Banyak diskusi kecil yang sering aku buat untuk menjawab pertanyaan yang sedikit absurd, mulai dari jawaban “daging itu enak”, “hakikat hewan adalah untuk dimakan manusia,” atau “karena daging itu halal,” Ya, Semua jawaban mampu ku cerna, tapi yang aku lihat manusia omnivora memang menunjukkan eksistensinya dan kesempurnaannya dengan membunuh. Memang vegetarian juga membunuh tumbuhan. Tapi setiap kali aku membunuh, aku tidak melihat mimik wajahnya, matanya, gerak tubuhnya, dan tidak mendengar ratapannya. Berbeda dengan membunuh hewan. Melihat pun aku iba, benar-benar tidak tega. Ataukah aku terlalu perasa?
Jauh di dasar hati, aku memendam sebuah kontradiksi. Aku tahu jika agama membolehkan membunuh hewan yang halal. Akan tetapi, jika melihat proses membunuhnya membuatku sedikit berpikir, belum juga saat kebanyakan orang terkesan jijik dengan kandang ayam, kandang sapi, kambing, juga enggan terjebak macet di belakang truk ayam. Tapi akhirnya hewan-hewan itu mereka makan, dengan alasan, “Kan udah dicuci bersih,” Jujur saja, sebersih apa pun itu, aku masih ingat prosesnya dan selalu terbayang, “Ada darah dan kotoran di dalam tubuh hewan,” Sebenarnya logika seperti apa yang bisa membuatku paham?

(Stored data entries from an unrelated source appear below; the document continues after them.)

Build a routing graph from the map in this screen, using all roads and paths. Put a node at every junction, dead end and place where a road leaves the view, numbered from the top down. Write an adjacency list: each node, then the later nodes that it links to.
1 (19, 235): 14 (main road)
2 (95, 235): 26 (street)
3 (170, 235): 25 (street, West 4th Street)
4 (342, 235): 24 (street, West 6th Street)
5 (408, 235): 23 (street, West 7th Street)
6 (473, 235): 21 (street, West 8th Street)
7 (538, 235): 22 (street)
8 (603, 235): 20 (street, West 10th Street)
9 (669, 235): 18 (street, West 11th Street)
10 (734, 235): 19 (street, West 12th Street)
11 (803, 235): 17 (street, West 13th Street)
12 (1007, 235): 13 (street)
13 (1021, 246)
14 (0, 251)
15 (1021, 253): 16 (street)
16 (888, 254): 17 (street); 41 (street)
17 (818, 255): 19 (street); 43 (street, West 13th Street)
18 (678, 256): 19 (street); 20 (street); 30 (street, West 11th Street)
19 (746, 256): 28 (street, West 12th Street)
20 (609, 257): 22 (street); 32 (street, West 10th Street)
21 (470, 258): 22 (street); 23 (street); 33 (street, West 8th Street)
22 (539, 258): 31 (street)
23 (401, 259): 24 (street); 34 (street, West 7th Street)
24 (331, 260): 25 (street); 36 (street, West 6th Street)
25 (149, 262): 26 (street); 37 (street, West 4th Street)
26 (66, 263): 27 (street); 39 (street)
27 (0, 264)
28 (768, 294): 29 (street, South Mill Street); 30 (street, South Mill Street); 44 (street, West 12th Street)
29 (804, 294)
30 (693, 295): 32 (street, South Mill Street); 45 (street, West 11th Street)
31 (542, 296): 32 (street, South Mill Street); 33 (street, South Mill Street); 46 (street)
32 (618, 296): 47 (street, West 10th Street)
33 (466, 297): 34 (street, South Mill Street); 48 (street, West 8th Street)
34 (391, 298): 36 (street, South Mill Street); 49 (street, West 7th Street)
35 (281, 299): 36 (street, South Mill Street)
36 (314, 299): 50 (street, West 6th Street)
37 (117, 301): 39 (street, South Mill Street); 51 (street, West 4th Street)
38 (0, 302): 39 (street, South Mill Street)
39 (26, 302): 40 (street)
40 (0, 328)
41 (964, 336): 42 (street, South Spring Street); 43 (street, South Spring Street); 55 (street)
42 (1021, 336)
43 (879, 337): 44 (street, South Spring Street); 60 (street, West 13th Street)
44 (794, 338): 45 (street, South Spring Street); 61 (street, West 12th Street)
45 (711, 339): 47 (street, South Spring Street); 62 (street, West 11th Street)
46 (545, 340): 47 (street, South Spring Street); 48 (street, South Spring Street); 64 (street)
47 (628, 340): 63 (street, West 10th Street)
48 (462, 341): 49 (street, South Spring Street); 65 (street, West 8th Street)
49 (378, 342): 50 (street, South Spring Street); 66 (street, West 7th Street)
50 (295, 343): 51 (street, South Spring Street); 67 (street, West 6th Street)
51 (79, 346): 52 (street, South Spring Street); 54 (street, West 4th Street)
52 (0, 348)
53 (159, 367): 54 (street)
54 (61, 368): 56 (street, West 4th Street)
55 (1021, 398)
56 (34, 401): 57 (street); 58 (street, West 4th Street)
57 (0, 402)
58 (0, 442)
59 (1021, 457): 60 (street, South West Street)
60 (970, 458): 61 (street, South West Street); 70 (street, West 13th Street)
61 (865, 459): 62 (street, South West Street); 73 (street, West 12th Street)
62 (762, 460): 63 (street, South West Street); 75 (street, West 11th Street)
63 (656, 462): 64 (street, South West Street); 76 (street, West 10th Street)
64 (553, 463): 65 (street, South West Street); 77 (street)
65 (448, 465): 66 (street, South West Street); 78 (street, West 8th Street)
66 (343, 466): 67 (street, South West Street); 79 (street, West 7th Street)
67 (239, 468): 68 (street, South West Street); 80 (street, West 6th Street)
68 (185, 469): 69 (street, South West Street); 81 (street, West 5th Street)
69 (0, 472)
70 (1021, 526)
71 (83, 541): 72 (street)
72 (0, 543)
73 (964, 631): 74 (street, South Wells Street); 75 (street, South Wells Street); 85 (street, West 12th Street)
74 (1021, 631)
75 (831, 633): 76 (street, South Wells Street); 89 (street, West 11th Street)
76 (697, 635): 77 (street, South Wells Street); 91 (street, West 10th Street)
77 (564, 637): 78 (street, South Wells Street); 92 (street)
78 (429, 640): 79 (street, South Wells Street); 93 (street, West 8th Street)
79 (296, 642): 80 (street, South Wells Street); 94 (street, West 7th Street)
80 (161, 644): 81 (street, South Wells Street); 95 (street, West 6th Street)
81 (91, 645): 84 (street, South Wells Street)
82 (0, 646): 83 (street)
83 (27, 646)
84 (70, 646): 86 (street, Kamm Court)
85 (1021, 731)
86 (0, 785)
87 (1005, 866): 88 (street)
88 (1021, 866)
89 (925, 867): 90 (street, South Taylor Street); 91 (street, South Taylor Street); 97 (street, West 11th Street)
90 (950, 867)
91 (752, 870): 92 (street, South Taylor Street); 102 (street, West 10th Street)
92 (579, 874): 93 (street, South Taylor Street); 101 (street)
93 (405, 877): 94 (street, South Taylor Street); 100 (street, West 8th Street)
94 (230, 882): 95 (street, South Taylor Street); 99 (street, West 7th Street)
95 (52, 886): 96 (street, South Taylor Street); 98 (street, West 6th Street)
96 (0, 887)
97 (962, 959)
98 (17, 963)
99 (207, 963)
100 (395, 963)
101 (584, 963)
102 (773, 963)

Atau karena ingatanku tercipta untuk selalu mengenang masa lalu?
Terkadang sahabat-sahabatku mengatakan, “Ah, kasihan ya, cuma bisa makan sayur,” Jujur saja, aku tak pernah mengerti arti kalimat itu. Jika itu sebuah simpati, aku tak keberatan. Jika itu sebuah empati pun sesungguhnya aku tetap tidak keberatan. Tapi, setiap kali melirik piring orang lain yang berisi sederet daging, aku melihat sorot mata kebanggaan. Lalu apa arti kalimat itu?
Tak jarang juga yang bicara, “Jadi vegatarian itu kan kurang gizi, protein, hingga kurang sehat,” Jika masalahnya adalah mengenai protein, bukankah sayur juga menyimpan protein nabati? Meskipun tak bisa aku pungkiri, bahwa daging menyimpan protein B12 yang tinggi, tapi itu tidak menjadi penghambat bagiku. Karena telur, susu atau bahkan di apotek pun banyak menyediakan vitamin B12, aku masih lebih memilih itu daripada membunuh. Berbagai penelitian pun menyatakan bahwa vegetarian memperkecil kemungkinan terkena kanker, obesitas, tekanan darah tinggi dan juga diabetes. Menjadi vegetarian juga membantu menekan pemanasan global, Karena produksi daging menghasilkan tambahan karbondioksida, metana, dan gas rumah kaca.
Aku sadar, hidup adalah sebuah pilihan. Bagiku menjadi vegetarian tak hanya menjadi pilihan, tapi juga jalan hidup. Menjadi omnivora pun adalah sebuah pilihan. Keduanya adalah pengisi keseimbangan di dunia. Dan apa pun pilihan itu, harusnya kita tahu bahwa hakikat makan adalah butuh, bukan nafsu. Jika kita terjebak dalam bingkai nafsu, semua yang ada tidak akan membuat kita cukup.